Without Wood’s score the U.S. would have fallen to fifth place in the six-team qualifying tournament. That would have left the Americans needing wins in the final two games of the 10-match competition — and at least one loss from both Honduras and Panama in their last games — to have a chance at going to Russia next summer.

Instead the goal gave the team a hard-earned point that kept it in control of its own destiny. Now all the Americans have to do is win out against Panama and Trinidad and Tobago and they go to the World Cup.

Hidden in the outcome, however, is the fact that Tuesday’s game may also have made the U.S. roster into a team.

In international soccer, teams are often made up of players who share little more than a passport. The roster Arena called up for this month’s qualifiers featured players who play professionally in five different countries and range in age from 18 to 38. They are black, white and Latino — even part Japanese.


Fourteen play in MLS, where they are frequently rivals.
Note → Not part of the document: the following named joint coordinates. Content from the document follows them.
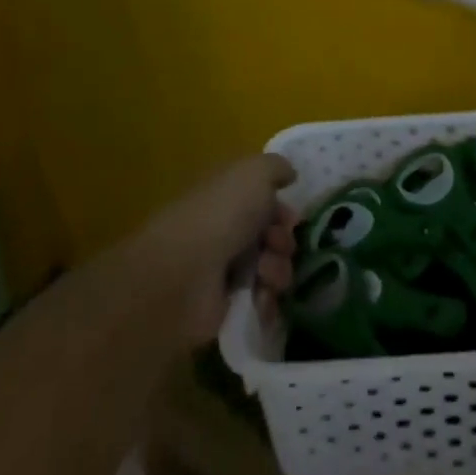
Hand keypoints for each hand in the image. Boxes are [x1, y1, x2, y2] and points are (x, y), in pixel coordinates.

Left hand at [135, 154, 298, 346]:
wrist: (184, 274)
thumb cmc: (221, 214)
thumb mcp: (254, 172)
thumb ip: (276, 168)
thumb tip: (289, 174)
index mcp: (229, 197)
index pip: (264, 203)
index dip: (282, 210)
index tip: (290, 219)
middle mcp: (226, 230)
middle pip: (272, 236)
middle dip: (283, 241)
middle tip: (276, 245)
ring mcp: (224, 270)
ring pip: (271, 267)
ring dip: (277, 269)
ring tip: (264, 273)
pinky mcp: (225, 306)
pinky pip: (261, 302)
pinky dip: (267, 299)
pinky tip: (260, 297)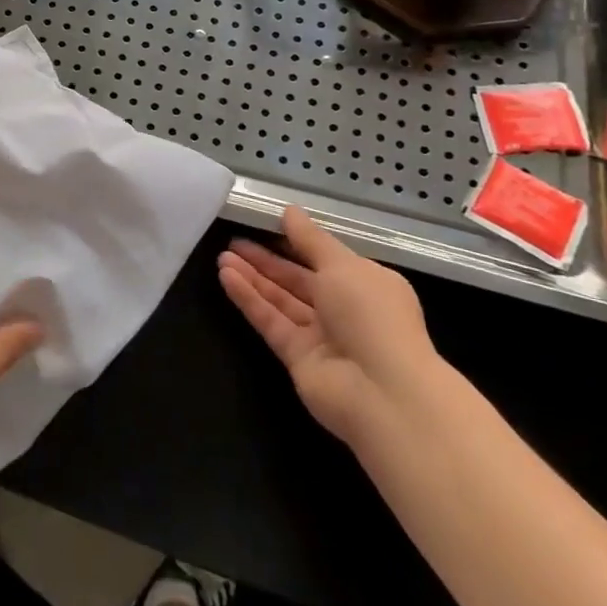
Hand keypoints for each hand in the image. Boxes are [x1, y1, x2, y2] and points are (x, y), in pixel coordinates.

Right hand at [218, 204, 442, 445]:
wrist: (384, 394)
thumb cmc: (371, 316)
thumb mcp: (342, 265)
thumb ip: (310, 239)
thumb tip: (289, 211)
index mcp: (365, 284)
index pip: (325, 258)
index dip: (295, 241)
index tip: (265, 224)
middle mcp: (344, 309)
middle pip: (298, 279)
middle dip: (266, 259)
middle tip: (233, 240)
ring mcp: (320, 336)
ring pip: (280, 300)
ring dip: (252, 277)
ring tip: (222, 256)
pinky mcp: (298, 358)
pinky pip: (270, 321)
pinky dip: (249, 299)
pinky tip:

And Arena had just 10 days to turn that disparate collection into a band of brothers. The Honduras game may have sealed that bond, uniting 23 individuals into a team.

Consider the game-tying score. Six players had a role in getting that goal, beginning with Darlington Nagbe, who came off in the 73rd minute for Wood.

A dozen minutes later, with the desperate Americans pushing for the equalizer, Christian Pulisic drew a foul about 30 yards out. Kellyn Acosta took the ensuing free kick and put a shot on goal that Honduran keeper Luis Lopez saved in spectacular fashion. But Matt Besler kept the rebound alive with an acrobatic volley from the end line, sending the ball on to Jordan Morris, who blindly headed it behind him toward the net.


Wood then made all that work pay off by chesting the ball to the ground and tapping it in with the side of his right foot.

“That’s the type of mentality we have as a team,” Wood said of his teammates’ unselfishness. “We’re always fighting to the last minute. That’s what we do.”

After an early morning charter flight to Miami, the players gathered around a luggage carousel, slapping each other on the back, exchanging loud handshakes and quiet hugs and promising to keep in touch before boarding individual flights to more than a dozen cities.

In 10 months, they hope to be boarding a flight together, this time to Russia — although Arena says much remains before that can happen.


Without John Brooks and DeAndre Yedlin, who both missed the September qualifiers with injuries, the U.S. backline remains porous and mistake-prone. Without a midfield enforcer like the aging Jermaine Jones, opposing teams will continue to pound Pulisic, the Americans’ game but slight playmaker. And without any younger alternatives, the U.S. will have no choice but to stick with the 38-year-old Tim Howard and 32-year-old Brad Guzan in goal.

“We have a lot of work to be done to get to Russia,” Arena said.

But at least now he has a team to work with.